PROBLEM TO SOLVE
Scan the records for the string "Победы"; copy each line where it occurs.

Stored items
——————————

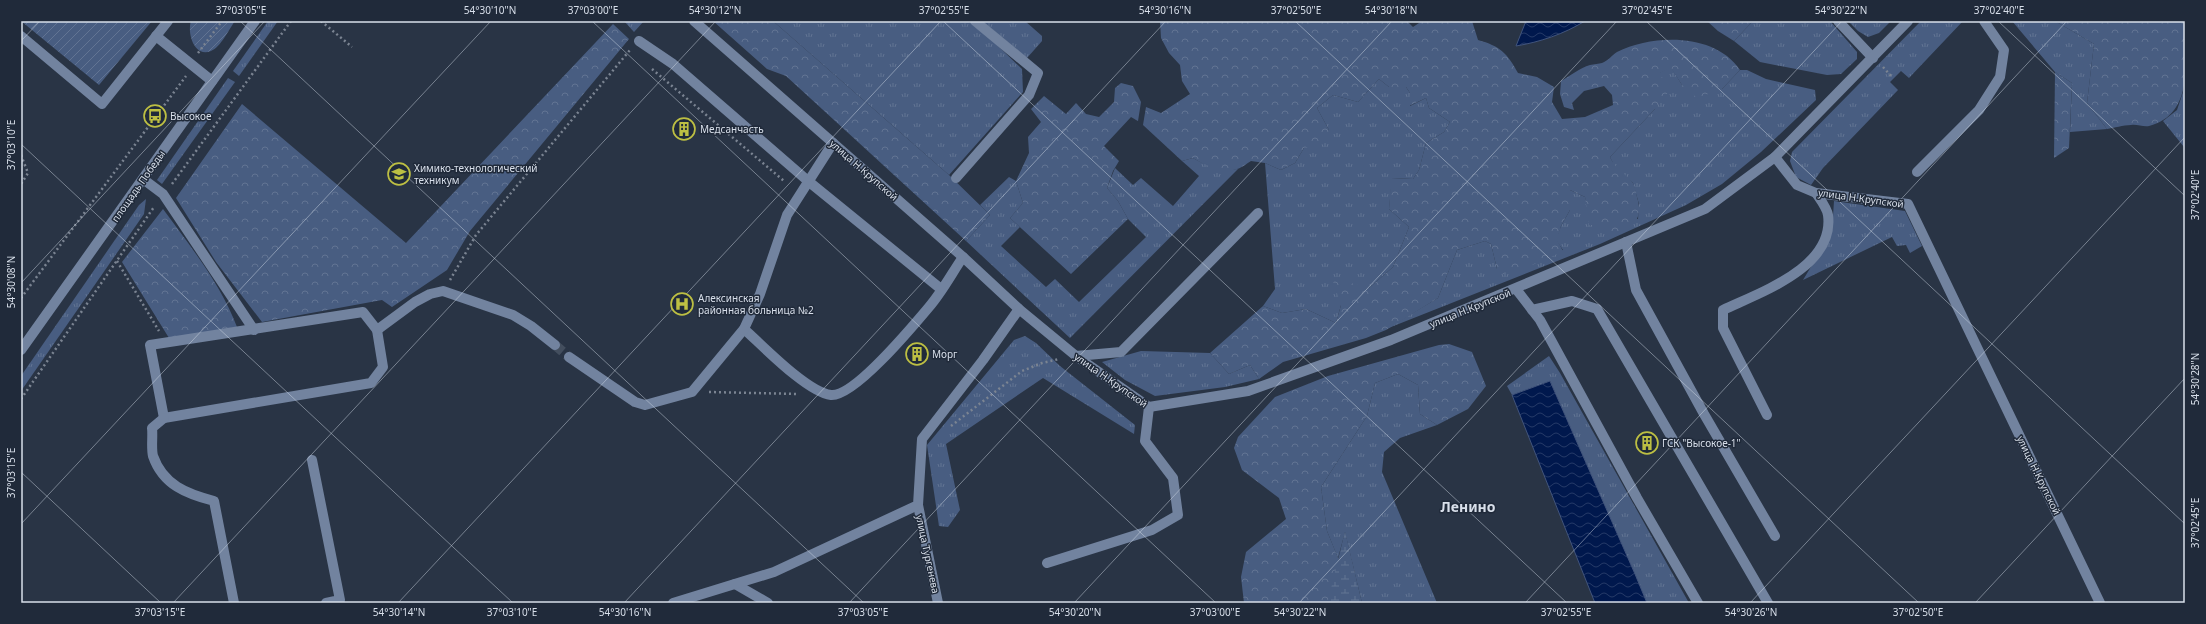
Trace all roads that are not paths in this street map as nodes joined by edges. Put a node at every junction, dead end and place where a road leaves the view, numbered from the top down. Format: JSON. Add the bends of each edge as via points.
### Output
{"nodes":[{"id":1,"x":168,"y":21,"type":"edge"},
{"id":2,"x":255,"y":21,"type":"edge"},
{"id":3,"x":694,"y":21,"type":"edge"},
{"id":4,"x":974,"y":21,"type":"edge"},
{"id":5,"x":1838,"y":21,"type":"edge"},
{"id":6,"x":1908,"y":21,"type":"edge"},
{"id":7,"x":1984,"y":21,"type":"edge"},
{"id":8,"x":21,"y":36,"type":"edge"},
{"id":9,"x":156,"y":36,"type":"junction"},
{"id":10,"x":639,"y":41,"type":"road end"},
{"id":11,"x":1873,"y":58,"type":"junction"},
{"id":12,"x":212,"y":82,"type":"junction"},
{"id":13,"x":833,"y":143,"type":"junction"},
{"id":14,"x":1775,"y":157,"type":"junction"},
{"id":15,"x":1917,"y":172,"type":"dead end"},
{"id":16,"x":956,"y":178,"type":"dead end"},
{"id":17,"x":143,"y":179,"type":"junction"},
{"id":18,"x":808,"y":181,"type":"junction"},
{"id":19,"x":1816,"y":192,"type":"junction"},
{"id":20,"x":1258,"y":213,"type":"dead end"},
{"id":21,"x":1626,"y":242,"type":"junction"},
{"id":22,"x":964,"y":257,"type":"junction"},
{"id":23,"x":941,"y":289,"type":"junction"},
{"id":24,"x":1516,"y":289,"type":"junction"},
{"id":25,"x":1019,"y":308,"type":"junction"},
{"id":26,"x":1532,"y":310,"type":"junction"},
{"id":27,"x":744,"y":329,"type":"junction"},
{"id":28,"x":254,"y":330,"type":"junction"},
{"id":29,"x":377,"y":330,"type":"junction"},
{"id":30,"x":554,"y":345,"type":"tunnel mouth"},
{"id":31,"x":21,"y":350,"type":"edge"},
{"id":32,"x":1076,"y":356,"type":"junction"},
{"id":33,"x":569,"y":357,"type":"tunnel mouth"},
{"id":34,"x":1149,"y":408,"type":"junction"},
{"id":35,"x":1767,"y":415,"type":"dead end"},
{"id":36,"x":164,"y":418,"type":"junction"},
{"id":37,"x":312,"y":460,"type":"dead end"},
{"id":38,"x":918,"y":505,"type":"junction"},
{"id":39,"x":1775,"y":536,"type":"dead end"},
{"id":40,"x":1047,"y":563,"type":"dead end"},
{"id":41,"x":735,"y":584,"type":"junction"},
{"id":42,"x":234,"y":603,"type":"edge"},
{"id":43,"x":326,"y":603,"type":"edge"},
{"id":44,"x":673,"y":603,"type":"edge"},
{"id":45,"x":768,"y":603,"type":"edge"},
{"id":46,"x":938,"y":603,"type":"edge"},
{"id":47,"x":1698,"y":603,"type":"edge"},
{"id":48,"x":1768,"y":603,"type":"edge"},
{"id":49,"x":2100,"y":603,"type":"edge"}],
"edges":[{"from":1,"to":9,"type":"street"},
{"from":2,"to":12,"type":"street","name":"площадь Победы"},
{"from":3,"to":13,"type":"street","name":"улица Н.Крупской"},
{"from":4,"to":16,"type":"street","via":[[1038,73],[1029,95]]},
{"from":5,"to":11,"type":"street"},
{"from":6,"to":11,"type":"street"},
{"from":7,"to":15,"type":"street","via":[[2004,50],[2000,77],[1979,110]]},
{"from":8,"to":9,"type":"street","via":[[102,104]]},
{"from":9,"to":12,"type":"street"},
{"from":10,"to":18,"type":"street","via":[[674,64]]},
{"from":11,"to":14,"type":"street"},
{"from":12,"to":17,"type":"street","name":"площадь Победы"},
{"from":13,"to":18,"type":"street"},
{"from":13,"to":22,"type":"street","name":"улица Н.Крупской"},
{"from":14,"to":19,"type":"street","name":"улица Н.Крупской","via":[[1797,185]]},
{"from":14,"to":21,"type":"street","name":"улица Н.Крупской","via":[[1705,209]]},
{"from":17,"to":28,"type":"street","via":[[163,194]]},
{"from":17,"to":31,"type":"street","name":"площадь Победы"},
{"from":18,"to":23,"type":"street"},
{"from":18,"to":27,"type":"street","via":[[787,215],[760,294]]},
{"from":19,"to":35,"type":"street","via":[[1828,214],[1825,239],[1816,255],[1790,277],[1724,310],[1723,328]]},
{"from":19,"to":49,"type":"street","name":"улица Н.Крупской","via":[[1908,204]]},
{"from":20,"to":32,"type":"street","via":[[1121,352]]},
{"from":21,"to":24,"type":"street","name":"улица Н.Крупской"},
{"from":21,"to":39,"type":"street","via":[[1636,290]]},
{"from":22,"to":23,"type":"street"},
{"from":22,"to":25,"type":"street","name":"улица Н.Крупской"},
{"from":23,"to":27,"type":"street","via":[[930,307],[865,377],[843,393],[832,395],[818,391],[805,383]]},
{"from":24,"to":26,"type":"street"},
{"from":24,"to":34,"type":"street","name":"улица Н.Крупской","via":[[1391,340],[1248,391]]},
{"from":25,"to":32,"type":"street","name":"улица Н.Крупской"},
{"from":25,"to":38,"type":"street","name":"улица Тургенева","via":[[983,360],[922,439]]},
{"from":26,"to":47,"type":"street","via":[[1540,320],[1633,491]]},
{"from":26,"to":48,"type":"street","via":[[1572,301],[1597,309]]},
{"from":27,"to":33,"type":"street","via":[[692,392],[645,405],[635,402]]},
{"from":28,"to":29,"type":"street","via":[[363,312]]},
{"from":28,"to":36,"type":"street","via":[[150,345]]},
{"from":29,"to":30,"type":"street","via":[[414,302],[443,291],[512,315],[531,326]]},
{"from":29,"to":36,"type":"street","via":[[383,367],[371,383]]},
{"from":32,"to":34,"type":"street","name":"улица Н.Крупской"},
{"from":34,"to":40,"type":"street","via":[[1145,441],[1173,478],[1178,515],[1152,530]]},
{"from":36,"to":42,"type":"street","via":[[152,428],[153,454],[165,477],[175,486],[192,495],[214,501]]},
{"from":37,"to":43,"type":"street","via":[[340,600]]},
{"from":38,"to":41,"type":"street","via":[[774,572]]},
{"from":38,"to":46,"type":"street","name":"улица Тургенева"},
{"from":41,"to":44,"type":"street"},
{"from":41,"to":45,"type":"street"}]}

——————————

EXPECTED ANSWER
{"from":2,"to":12,"type":"street","name":"площадь Победы"},
{"from":12,"to":17,"type":"street","name":"площадь Победы"},
{"from":17,"to":31,"type":"street","name":"площадь Победы"},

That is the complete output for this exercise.